Problem ▸ Return every record below exactly as written, omitting any pictures.

[Stored data]
=== Begin Enclosure ===
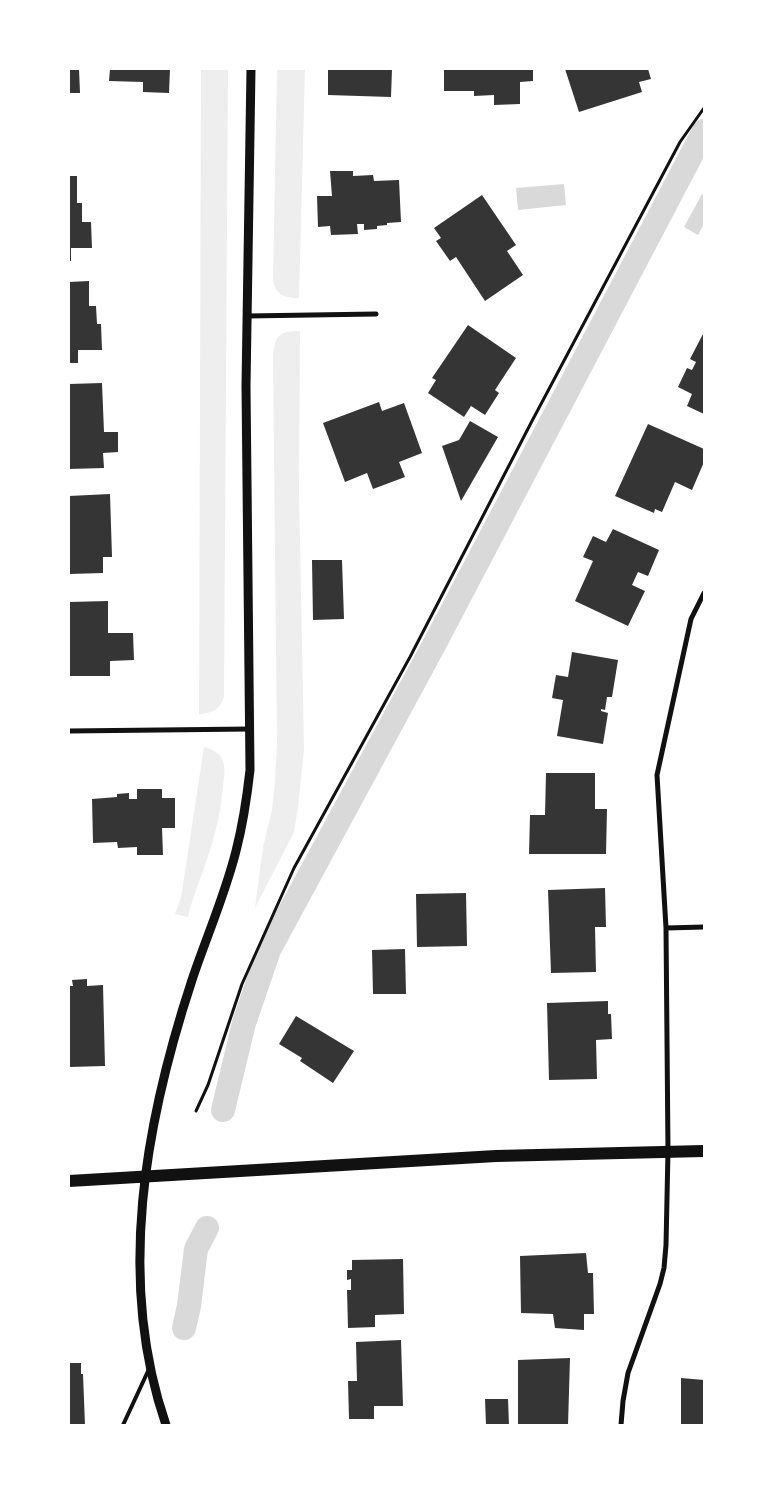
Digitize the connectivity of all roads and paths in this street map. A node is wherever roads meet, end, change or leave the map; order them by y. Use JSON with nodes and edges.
{"nodes":[{"id":1,"x":251,"y":69,"type":"edge"},
{"id":2,"x":704,"y":108,"type":"edge"},
{"id":3,"x":376,"y":314,"type":"dead end"},
{"id":4,"x":247,"y":316,"type":"junction"},
{"id":5,"x":704,"y":592,"type":"edge"},
{"id":6,"x":250,"y":729,"type":"junction"},
{"id":7,"x":69,"y":731,"type":"edge"},
{"id":8,"x":704,"y":927,"type":"edge"},
{"id":9,"x":666,"y":928,"type":"junction"},
{"id":10,"x":196,"y":1111,"type":"dead end"},
{"id":11,"x":668,"y":1151,"type":"junction"},
{"id":12,"x":704,"y":1151,"type":"edge"},
{"id":13,"x":144,"y":1178,"type":"junction"},
{"id":14,"x":69,"y":1182,"type":"edge"},
{"id":15,"x":150,"y":1367,"type":"junction"},
{"id":16,"x":123,"y":1425,"type":"edge"},
{"id":17,"x":166,"y":1425,"type":"edge"},
{"id":18,"x":621,"y":1425,"type":"edge"}],
"edges":[{"from":1,"to":4,"type":"street"},
{"from":2,"to":10,"type":"path"},
{"from":3,"to":4,"type":"street"},
{"from":4,"to":6,"type":"street"},
{"from":5,"to":9,"type":"street"},
{"from":6,"to":7,"type":"street"},
{"from":6,"to":13,"type":"street"},
{"from":8,"to":9,"type":"street"},
{"from":9,"to":11,"type":"street"},
{"from":11,"to":12,"type":"main road"},
{"from":11,"to":13,"type":"main road"},
{"from":11,"to":18,"type":"street"},
{"from":13,"to":14,"type":"main road"},
{"from":13,"to":15,"type":"street"},
{"from":15,"to":16,"type":"lane"},
{"from":15,"to":17,"type":"street"}]}
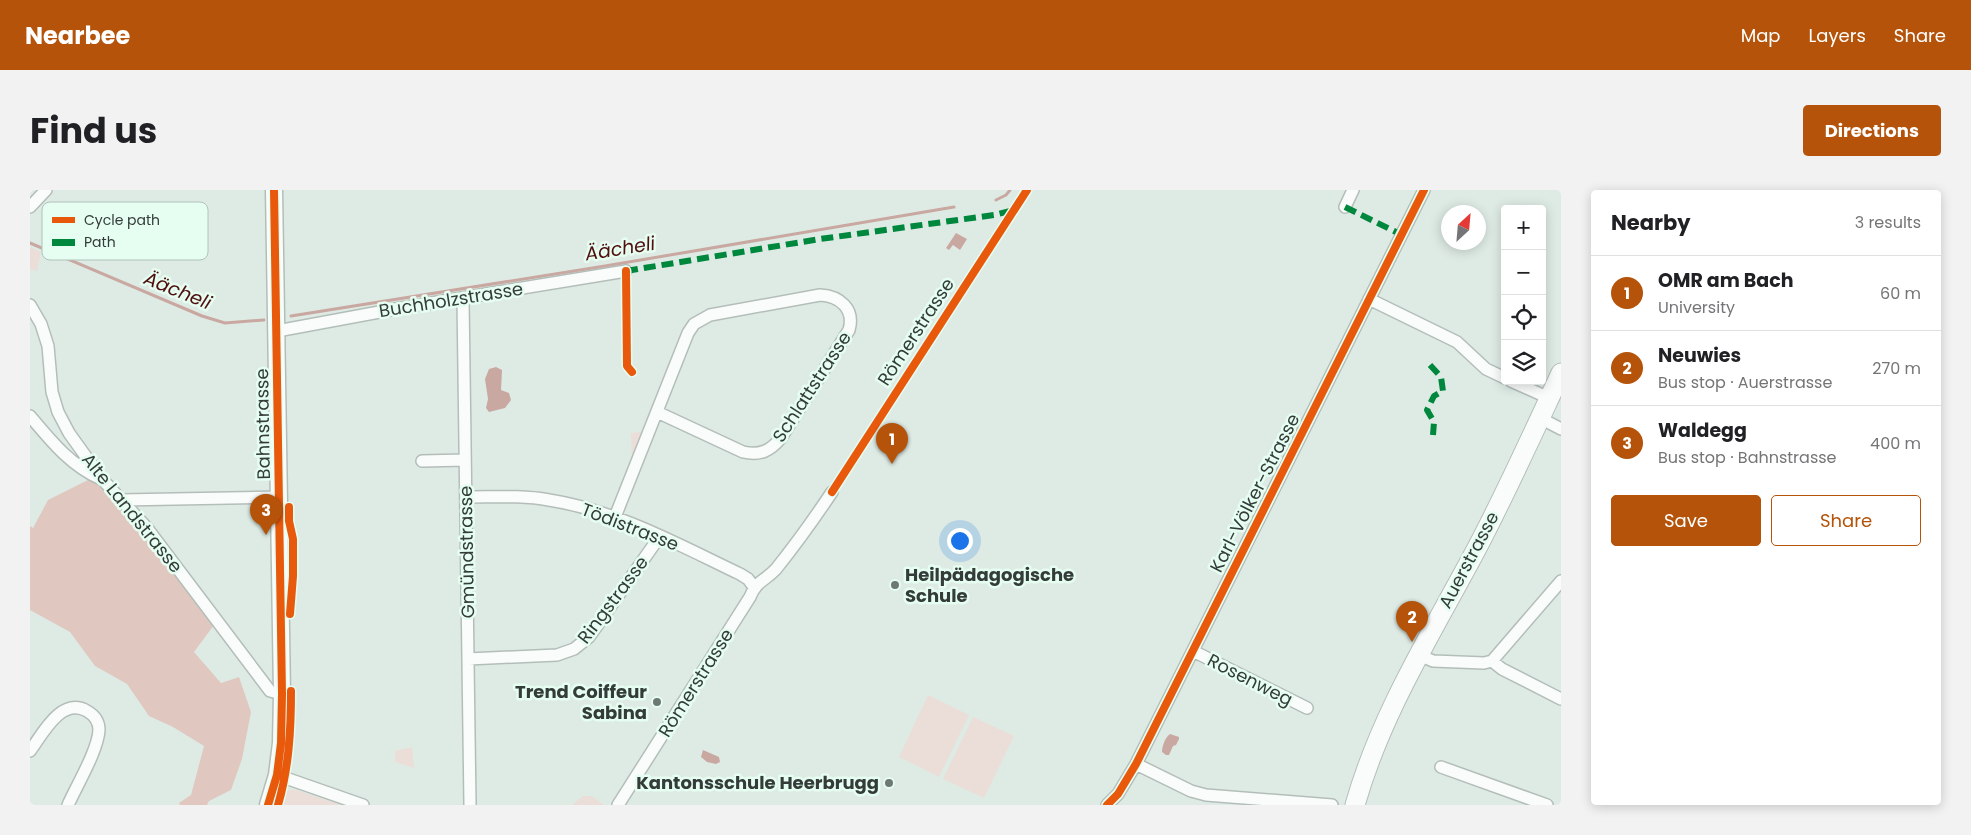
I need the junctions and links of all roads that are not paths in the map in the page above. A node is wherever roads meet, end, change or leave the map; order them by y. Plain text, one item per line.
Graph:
1 (46, 190) edge
2 (274, 190) edge
3 (1353, 190) edge
4 (1424, 190) edge
5 (30, 206) edge
6 (1345, 207) dead end
7 (626, 271) dead end
8 (463, 299) junction
9 (1369, 299) junction
10 (30, 305) edge
11 (277, 330) junction
12 (1561, 373) edge
13 (1501, 376) edge
14 (1520, 385) edge
15 (1549, 398) junction
16 (657, 412) junction
17 (30, 416) edge
18 (1540, 418) junction
19 (1561, 429) edge
20 (465, 460) junction
21 (422, 461) dead end
22 (102, 479) junction
23 (832, 492) dead end
24 (280, 497) junction
25 (466, 497) junction
26 (121, 500) junction
27 (615, 517) junction
28 (660, 536) junction
29 (1561, 582) edge
30 (754, 587) junction
31 (1193, 651) junction
32 (1419, 655) junction
33 (468, 659) junction
34 (1492, 661) junction
35 (282, 694) junction
36 (1561, 699) edge
37 (1306, 708) dead end
38 (30, 751) edge
39 (1136, 764) junction
40 (1441, 767) dead end
41 (277, 775) junction
42 (68, 805) edge
43 (268, 805) edge
44 (363, 805) edge
45 (470, 805) edge
46 (618, 805) edge
47 (1107, 805) edge
48 (1332, 805) edge
49 (1355, 805) edge
50 (1547, 805) edge

1 - 5 street
2 - 11 main road, Bahnstrasse
3 - 6 street
4 - 9 street, Karl-Völker-Strasse
7 - 8 street, Buchholzstrasse
8 - 11 street, Buchholzstrasse
8 - 20 street, Gmündstrasse
9 - 13 street
9 - 31 street, Karl-Völker-Strasse
10 - 22 street, Alte Landstrasse
11 - 24 main road, Bahnstrasse
12 - 15 main road, Auerstrasse
14 - 15 street
15 - 18 main road, Auerstrasse
16 - 16 street, Schlattstrasse
16 - 27 street, Schlattstrasse
17 - 22 street
18 - 19 street
18 - 32 main road, Auerstrasse
20 - 21 street
20 - 25 street, Gmündstrasse
22 - 26 street, Alte Landstrasse
23 - 30 street, Römerstrasse
24 - 26 street
24 - 35 main road, Bahnstrasse
25 - 27 street, Tödistrasse
25 - 33 street, Gmündstrasse
26 - 35 street, Alte Landstrasse
27 - 28 street, Tödistrasse
28 - 30 street, Tödistrasse
28 - 33 street, Ringstrasse
29 - 34 street
30 - 46 street, Römerstrasse
31 - 37 street, Rosenweg
31 - 39 street, Karl-Völker-Strasse
32 - 34 street
32 - 49 main road, Auerstrasse
33 - 45 street, Gmündstrasse
34 - 36 street
35 - 41 main road, Bahnstrasse
38 - 42 street
39 - 47 street, Karl-Völker-Strasse
39 - 48 street
40 - 50 street
41 - 43 main road, Bahnstrasse
41 - 44 street

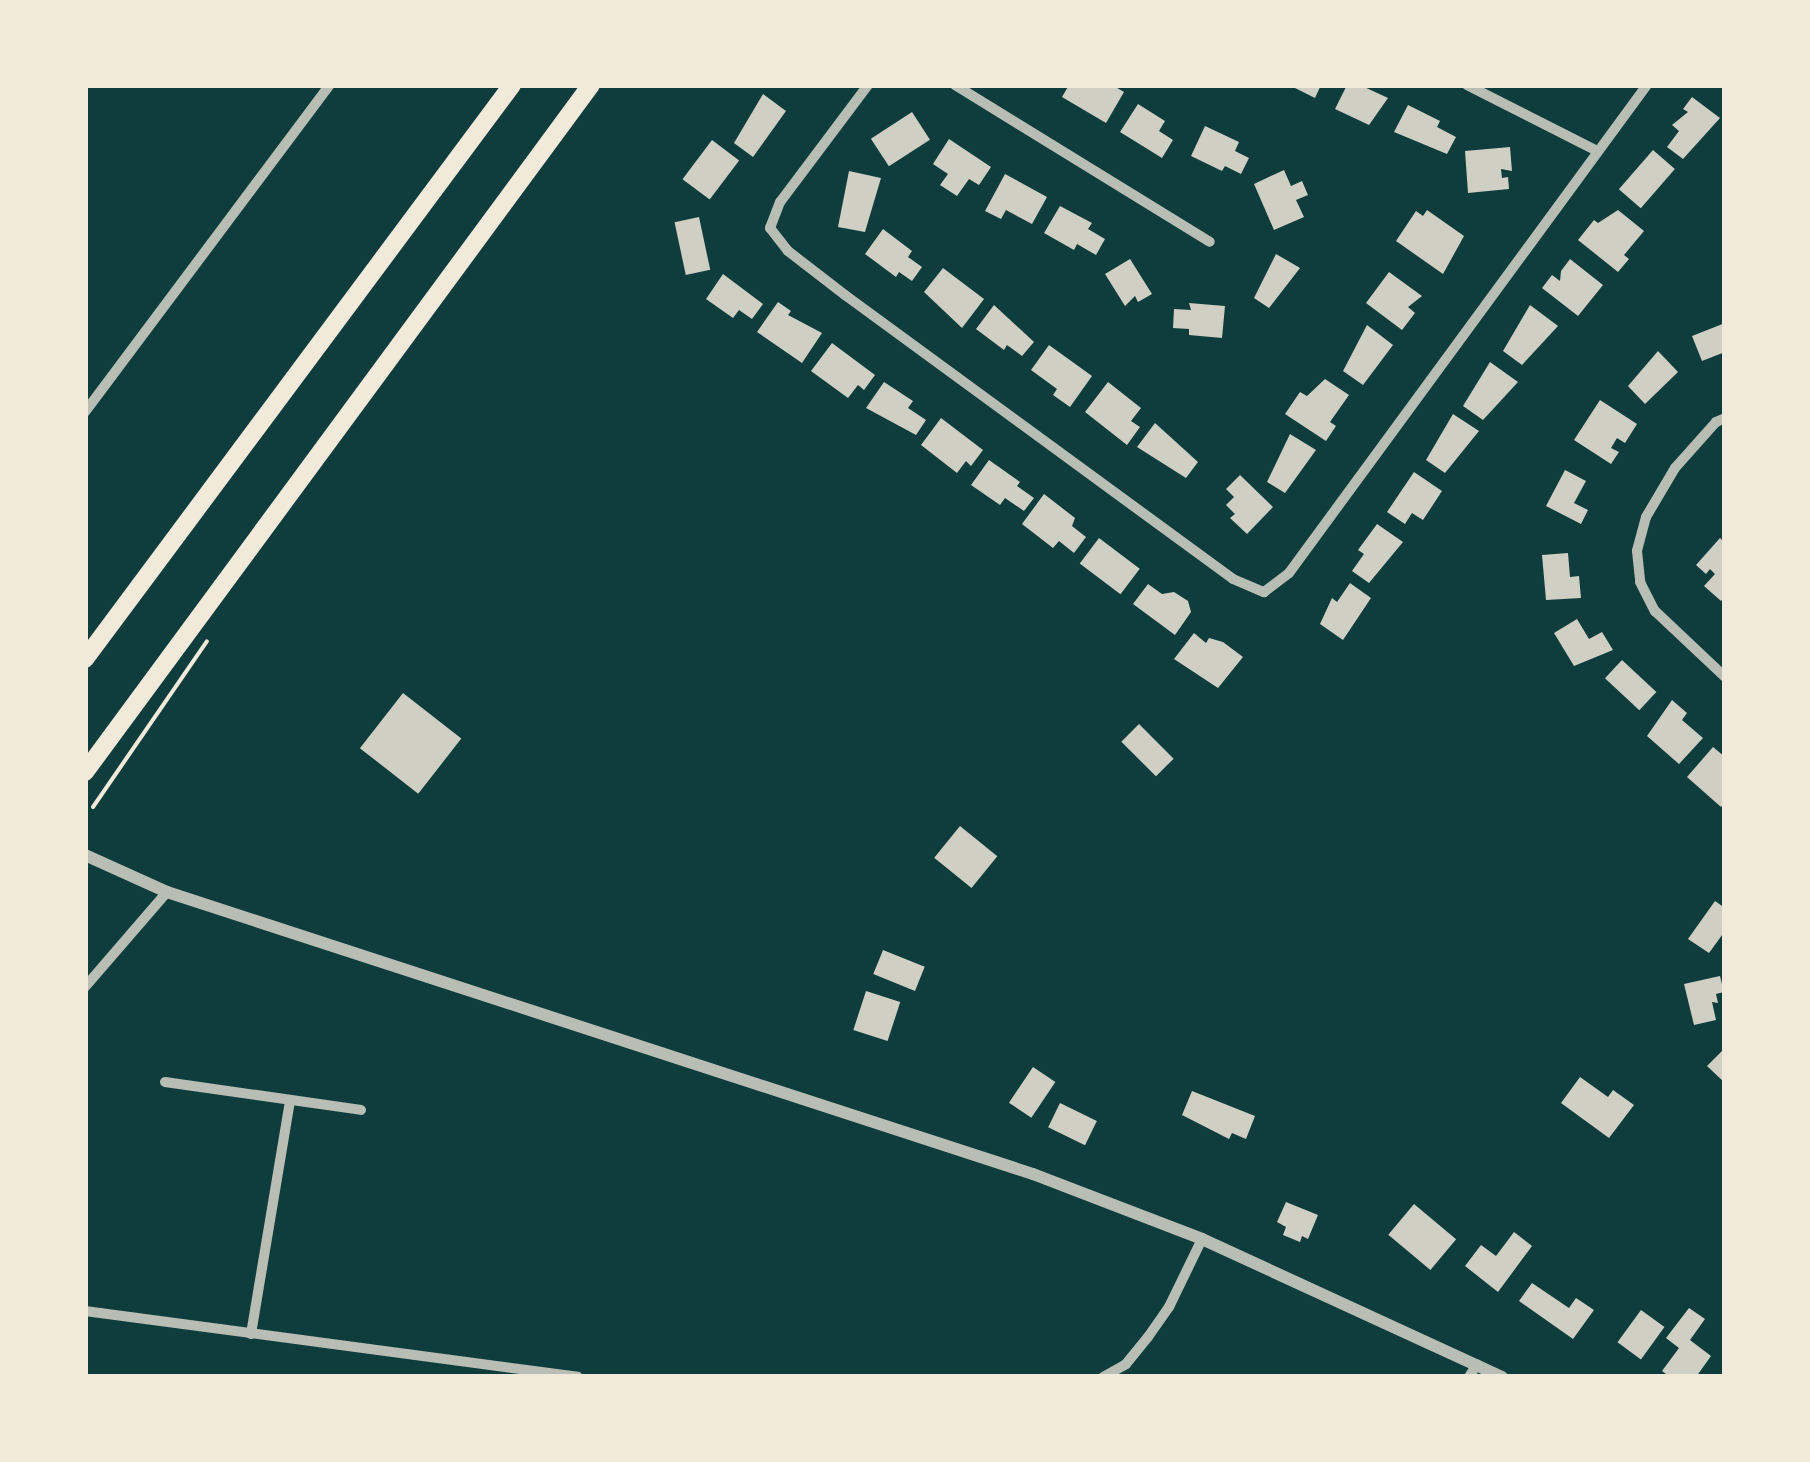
=== End Enclosure ===
Solution for this task ▸
Digitize the connectivity of all roads and paths in this street map. A node is wherever roads meet, end, change or leave the map; order them by y. Use JSON with nodes and edges.
{"nodes":[{"id":1,"x":251,"y":69,"type":"edge"},
{"id":2,"x":704,"y":108,"type":"edge"},
{"id":3,"x":376,"y":314,"type":"dead end"},
{"id":4,"x":247,"y":316,"type":"junction"},
{"id":5,"x":704,"y":592,"type":"edge"},
{"id":6,"x":250,"y":729,"type":"junction"},
{"id":7,"x":69,"y":731,"type":"edge"},
{"id":8,"x":704,"y":927,"type":"edge"},
{"id":9,"x":666,"y":928,"type":"junction"},
{"id":10,"x":196,"y":1111,"type":"dead end"},
{"id":11,"x":668,"y":1151,"type":"junction"},
{"id":12,"x":704,"y":1151,"type":"edge"},
{"id":13,"x":144,"y":1178,"type":"junction"},
{"id":14,"x":69,"y":1182,"type":"edge"},
{"id":15,"x":150,"y":1367,"type":"junction"},
{"id":16,"x":123,"y":1425,"type":"edge"},
{"id":17,"x":166,"y":1425,"type":"edge"},
{"id":18,"x":621,"y":1425,"type":"edge"}],
"edges":[{"from":1,"to":4,"type":"street"},
{"from":2,"to":10,"type":"path"},
{"from":3,"to":4,"type":"street"},
{"from":4,"to":6,"type":"street"},
{"from":5,"to":9,"type":"street"},
{"from":6,"to":7,"type":"street"},
{"from":6,"to":13,"type":"street"},
{"from":8,"to":9,"type":"street"},
{"from":9,"to":11,"type":"street"},
{"from":11,"to":12,"type":"main road"},
{"from":11,"to":13,"type":"main road"},
{"from":11,"to":18,"type":"street"},
{"from":13,"to":14,"type":"main road"},
{"from":13,"to":15,"type":"street"},
{"from":15,"to":16,"type":"lane"},
{"from":15,"to":17,"type":"street"}]}
I need the junctions and links of all roads that are not paths in the map in the page above. A node is wherever roads meet, end, change or leave the map; order them by y. Plain text, one item per line.
Graph:
1 (46, 190) edge
2 (274, 190) edge
3 (1353, 190) edge
4 (1424, 190) edge
5 (30, 206) edge
6 (1345, 207) dead end
7 (626, 271) dead end
8 (463, 299) junction
9 (1369, 299) junction
10 (30, 305) edge
11 (277, 330) junction
12 (1561, 373) edge
13 (1501, 376) edge
14 (1520, 385) edge
15 (1549, 398) junction
16 (657, 412) junction
17 (30, 416) edge
18 (1540, 418) junction
19 (1561, 429) edge
20 (465, 460) junction
21 (422, 461) dead end
22 (102, 479) junction
23 (832, 492) dead end
24 (280, 497) junction
25 (466, 497) junction
26 (121, 500) junction
27 (615, 517) junction
28 (660, 536) junction
29 (1561, 582) edge
30 (754, 587) junction
31 (1193, 651) junction
32 (1419, 655) junction
33 (468, 659) junction
34 (1492, 661) junction
35 (282, 694) junction
36 (1561, 699) edge
37 (1306, 708) dead end
38 (30, 751) edge
39 (1136, 764) junction
40 (1441, 767) dead end
41 (277, 775) junction
42 (68, 805) edge
43 (268, 805) edge
44 (363, 805) edge
45 (470, 805) edge
46 (618, 805) edge
47 (1107, 805) edge
48 (1332, 805) edge
49 (1355, 805) edge
50 (1547, 805) edge

1 - 5 street
2 - 11 main road, Bahnstrasse
3 - 6 street
4 - 9 street, Karl-Völker-Strasse
7 - 8 street, Buchholzstrasse
8 - 11 street, Buchholzstrasse
8 - 20 street, Gmündstrasse
9 - 13 street
9 - 31 street, Karl-Völker-Strasse
10 - 22 street, Alte Landstrasse
11 - 24 main road, Bahnstrasse
12 - 15 main road, Auerstrasse
14 - 15 street
15 - 18 main road, Auerstrasse
16 - 16 street, Schlattstrasse
16 - 27 street, Schlattstrasse
17 - 22 street
18 - 19 street
18 - 32 main road, Auerstrasse
20 - 21 street
20 - 25 street, Gmündstrasse
22 - 26 street, Alte Landstrasse
23 - 30 street, Römerstrasse
24 - 26 street
24 - 35 main road, Bahnstrasse
25 - 27 street, Tödistrasse
25 - 33 street, Gmündstrasse
26 - 35 street, Alte Landstrasse
27 - 28 street, Tödistrasse
28 - 30 street, Tödistrasse
28 - 33 street, Ringstrasse
29 - 34 street
30 - 46 street, Römerstrasse
31 - 37 street, Rosenweg
31 - 39 street, Karl-Völker-Strasse
32 - 34 street
32 - 49 main road, Auerstrasse
33 - 45 street, Gmündstrasse
34 - 36 street
35 - 41 main road, Bahnstrasse
38 - 42 street
39 - 47 street, Karl-Völker-Strasse
39 - 48 street
40 - 50 street
41 - 43 main road, Bahnstrasse
41 - 44 street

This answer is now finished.